Pavlova is a classic French dessert named for a Russian opera singer, and here' it's given Portuguese flavor for a truly multi culti dish. It's essentially an ethereal meringue that's baked in a circle shape, then filled with a creamy custard (or pastry cream, more traditionally) and often topped with fresh fruit.
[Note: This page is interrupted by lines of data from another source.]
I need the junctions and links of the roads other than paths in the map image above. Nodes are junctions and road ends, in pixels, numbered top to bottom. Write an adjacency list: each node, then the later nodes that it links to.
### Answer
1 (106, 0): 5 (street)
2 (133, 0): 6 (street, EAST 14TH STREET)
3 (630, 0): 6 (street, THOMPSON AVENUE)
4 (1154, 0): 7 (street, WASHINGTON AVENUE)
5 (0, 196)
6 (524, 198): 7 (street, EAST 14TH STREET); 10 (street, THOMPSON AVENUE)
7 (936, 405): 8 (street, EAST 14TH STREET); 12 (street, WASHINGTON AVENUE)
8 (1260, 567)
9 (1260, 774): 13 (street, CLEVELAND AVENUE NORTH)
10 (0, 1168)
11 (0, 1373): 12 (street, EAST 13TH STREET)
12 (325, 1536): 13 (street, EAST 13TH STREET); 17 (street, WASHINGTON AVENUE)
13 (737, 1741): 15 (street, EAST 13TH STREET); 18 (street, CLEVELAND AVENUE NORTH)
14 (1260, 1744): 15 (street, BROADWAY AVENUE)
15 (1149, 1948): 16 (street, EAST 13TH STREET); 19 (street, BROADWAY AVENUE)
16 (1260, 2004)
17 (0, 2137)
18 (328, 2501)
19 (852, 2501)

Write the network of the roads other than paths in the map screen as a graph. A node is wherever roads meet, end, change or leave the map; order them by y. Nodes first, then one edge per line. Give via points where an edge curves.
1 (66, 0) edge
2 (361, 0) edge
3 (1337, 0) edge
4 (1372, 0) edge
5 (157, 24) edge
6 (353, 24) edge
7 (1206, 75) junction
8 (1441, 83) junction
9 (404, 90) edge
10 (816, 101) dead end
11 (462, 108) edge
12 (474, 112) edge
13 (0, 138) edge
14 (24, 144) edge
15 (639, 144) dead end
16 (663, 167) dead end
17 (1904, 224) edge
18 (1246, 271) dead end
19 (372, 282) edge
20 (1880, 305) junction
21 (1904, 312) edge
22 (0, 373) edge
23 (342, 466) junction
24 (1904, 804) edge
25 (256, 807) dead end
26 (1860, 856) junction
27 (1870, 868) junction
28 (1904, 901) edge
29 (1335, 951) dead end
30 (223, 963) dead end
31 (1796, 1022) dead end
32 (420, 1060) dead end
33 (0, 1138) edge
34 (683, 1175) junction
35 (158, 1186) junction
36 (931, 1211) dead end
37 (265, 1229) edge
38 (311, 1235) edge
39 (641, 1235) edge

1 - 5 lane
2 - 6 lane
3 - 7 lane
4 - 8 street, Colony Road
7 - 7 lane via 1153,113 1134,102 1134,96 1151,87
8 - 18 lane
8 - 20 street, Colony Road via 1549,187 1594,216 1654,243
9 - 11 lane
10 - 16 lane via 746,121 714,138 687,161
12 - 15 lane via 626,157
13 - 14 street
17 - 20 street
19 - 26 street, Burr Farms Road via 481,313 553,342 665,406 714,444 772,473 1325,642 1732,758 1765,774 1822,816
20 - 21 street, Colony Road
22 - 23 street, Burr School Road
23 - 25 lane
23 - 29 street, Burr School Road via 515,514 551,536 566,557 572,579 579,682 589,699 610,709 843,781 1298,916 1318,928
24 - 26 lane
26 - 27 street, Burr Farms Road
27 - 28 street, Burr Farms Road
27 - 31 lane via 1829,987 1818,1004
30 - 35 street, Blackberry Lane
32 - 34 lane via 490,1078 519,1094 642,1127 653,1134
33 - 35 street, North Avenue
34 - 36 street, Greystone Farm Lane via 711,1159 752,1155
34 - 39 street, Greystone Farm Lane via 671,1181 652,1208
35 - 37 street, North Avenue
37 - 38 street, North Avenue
Here, the dessert is topped with toasted crushed almonds and a dusting of cinnamon (a la Portuguese mode).

Ingredients

  • 6 egg whites
  • 275 grams powdered sugar
  • 1 pinch fine salt
  • 1 1/2 teaspoons vinegar
  • 3 corn starch (teapoons)
  • 6 egg yolks
  • 250 grams sugar
  • 1 deciliter water
  • 100 grams almonds (coarsely chopped)
  • 2 tablespoons sugar
  • 1 tablespoon water
  • cinnamon (to taste)

Directions

  1. Preheat oven to 150ºC (approximately 300º F).
  2. Line a baking sheet with parchment paper and draw a circle in the center about 20-22cm in diameter (use a plate as a template).
  3. Set aside.
  4. Separate the yolks from the whites.
  5. Place the egg whites in a bowl and add a pinch of fine salt.
  6. Whisk the egg whites until foamy.
  7. Add the vinegar and cornstarch stirring constantly. Slowly add the powdered sugar.
  8. Beat until the whites are firm and glossy.
  9. Place in spoonfuls over the drawn circle.
  10. Bake for 10 minutes. Then reduce oven to 120ºC (approximately 248º F).
  11. Continue baking for 75 to 80 minutes. Do not open oven door while baking. After baking, meringue should be firm and set.
  12. Turn off the oven and leave meringue to cool completely. After 30 minutes, open the oven door slightly.
  13. When cool, remove the parchment paper carefully so as not to crack the meringue.
  14. Place the sugar and water in a small saucepan over low heat.
  15. Stir occasionally. Bring to and boil for about 4-5 minutes. Beat the egg yolks slightly with a fork and add to the saucepan. Stir constantly until mixture starts to thicken.
  16. Allow to cool completely.
  17. Heat the almonds in a nonstick skillet.
  18. Add the sugar and sprinkle water gradually until the almonds are coated and slightly caramelized.
  19. Remove to a plate to cool slightly. Separate the almonds with a fork.
  20. Place the meringue base on the serving dish.
  21. Spread the egg curd to cover almost the entire surface.
  22. Distribute the almonds over the egg curd and sprinkle with cinnamon to taste.